Myanmar decries move to block junta leader from regional summit


FILE PHOTO: Flags are seen outside the Association of Southeast Asian Nations (ASEAN) secretariat building, ahead of the ASEAN leaders' meeting in Jakarta, Indonesia, April 23, 2021. REUTERS/Willy Kurniawan

(Reuters) - Myanmar's military government said on Friday it rejected a decision by its Southeast Asian neighbours to invite only a non-political figure to an upcoming regional summit in a snub to the leader of the Feb. 1 coup.

The junta's foreign ministry said in a press release that the heads of state or government of Myanmar enjoyed equal and full rights to participate in summits of the 10-member Association of Southeast Asian Nations (ASEAN).

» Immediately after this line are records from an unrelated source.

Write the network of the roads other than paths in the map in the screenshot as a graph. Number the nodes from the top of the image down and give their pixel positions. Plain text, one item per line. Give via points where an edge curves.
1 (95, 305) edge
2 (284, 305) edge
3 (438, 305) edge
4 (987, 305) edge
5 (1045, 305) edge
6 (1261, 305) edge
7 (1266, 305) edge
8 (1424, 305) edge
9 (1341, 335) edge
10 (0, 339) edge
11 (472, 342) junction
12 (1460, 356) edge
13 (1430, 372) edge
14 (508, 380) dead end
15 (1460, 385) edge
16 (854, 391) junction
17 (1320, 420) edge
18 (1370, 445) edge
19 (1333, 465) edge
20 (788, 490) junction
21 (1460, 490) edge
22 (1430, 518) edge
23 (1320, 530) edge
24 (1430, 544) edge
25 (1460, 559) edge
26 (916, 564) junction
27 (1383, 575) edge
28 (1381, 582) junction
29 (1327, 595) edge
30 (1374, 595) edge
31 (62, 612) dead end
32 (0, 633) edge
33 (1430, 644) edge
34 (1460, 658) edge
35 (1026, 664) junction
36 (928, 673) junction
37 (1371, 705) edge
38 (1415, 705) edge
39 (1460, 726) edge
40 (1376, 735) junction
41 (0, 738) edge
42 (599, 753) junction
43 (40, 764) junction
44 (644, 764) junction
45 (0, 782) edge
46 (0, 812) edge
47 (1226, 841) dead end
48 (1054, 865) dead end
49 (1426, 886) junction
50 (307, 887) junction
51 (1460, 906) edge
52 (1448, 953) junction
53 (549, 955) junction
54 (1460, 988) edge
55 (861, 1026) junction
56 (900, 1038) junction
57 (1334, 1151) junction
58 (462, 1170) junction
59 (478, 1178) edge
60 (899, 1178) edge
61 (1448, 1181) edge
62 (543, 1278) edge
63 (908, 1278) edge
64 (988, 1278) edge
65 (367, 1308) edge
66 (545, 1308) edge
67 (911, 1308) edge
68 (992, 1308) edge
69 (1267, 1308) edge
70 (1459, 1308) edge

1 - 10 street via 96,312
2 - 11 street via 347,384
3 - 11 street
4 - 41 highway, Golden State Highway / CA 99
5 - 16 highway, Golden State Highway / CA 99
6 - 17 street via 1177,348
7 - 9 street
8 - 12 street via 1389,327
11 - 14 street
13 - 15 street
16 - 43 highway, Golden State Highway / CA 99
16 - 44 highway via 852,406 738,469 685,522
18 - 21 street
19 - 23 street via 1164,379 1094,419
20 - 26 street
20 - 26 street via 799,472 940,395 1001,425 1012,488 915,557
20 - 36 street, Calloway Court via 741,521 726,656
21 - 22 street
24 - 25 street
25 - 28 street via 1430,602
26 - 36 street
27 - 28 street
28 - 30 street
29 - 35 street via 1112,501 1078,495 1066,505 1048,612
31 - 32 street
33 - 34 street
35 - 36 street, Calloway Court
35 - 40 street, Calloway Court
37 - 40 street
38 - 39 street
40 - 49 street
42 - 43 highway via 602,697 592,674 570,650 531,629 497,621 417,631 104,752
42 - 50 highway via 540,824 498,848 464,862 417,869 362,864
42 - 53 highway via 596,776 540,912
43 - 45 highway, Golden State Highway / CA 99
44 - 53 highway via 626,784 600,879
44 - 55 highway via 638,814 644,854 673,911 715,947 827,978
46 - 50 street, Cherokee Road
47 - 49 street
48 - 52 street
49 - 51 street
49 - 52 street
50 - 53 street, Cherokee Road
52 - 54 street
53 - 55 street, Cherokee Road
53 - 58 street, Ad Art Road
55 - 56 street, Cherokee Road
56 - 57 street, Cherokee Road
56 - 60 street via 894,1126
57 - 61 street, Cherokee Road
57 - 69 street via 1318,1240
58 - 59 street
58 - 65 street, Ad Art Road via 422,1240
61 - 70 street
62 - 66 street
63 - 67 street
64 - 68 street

The next summit is due on Oct. 26-28. It is not clear who, if anybody, will now represent Myanmar at the meeting.

"Myanmar will not be in a position to accept any outcome of the discussions and decisions which are...contrary to the provisions, objectives and cherished principles of the ASEAN Charter," the foreign ministry said in its release.

More than 1,000 civilians have been killed by Myanmar security forces and thousands arrested, according to the United Nations, amid a crackdown on strikes and protests which has derailed the country's tentative democracy and prompted international condemnation.

Myanmar's junta has said those death tolls are exaggerated.

International pressure had been mounting on ASEAN for a harder line against Myanmar’s failure to take agreed steps to end violence, allow humanitarian access and start dialogue with its opponents, in line with an ASEAN "consensus" reached in April.

The decision taken by ASEAN foreign ministers at an emergency meeting last Friday was an unusually bold step for the consensus-driven bloc, which traditionally favours a policy of engagement and non-interference.

Ministers at last Friday's meeting were divided between sticking to a tradition of non-interference and the need to retain credibility by sanctioning coup leader Min Aung Hlaing, who has led the crackdown on dissent since seizing power from Myanmar's civilian government, sources with knowledge of the talks told Reuters.

The junta said after the meeting that the ASEAN's decision went against its longtime principles.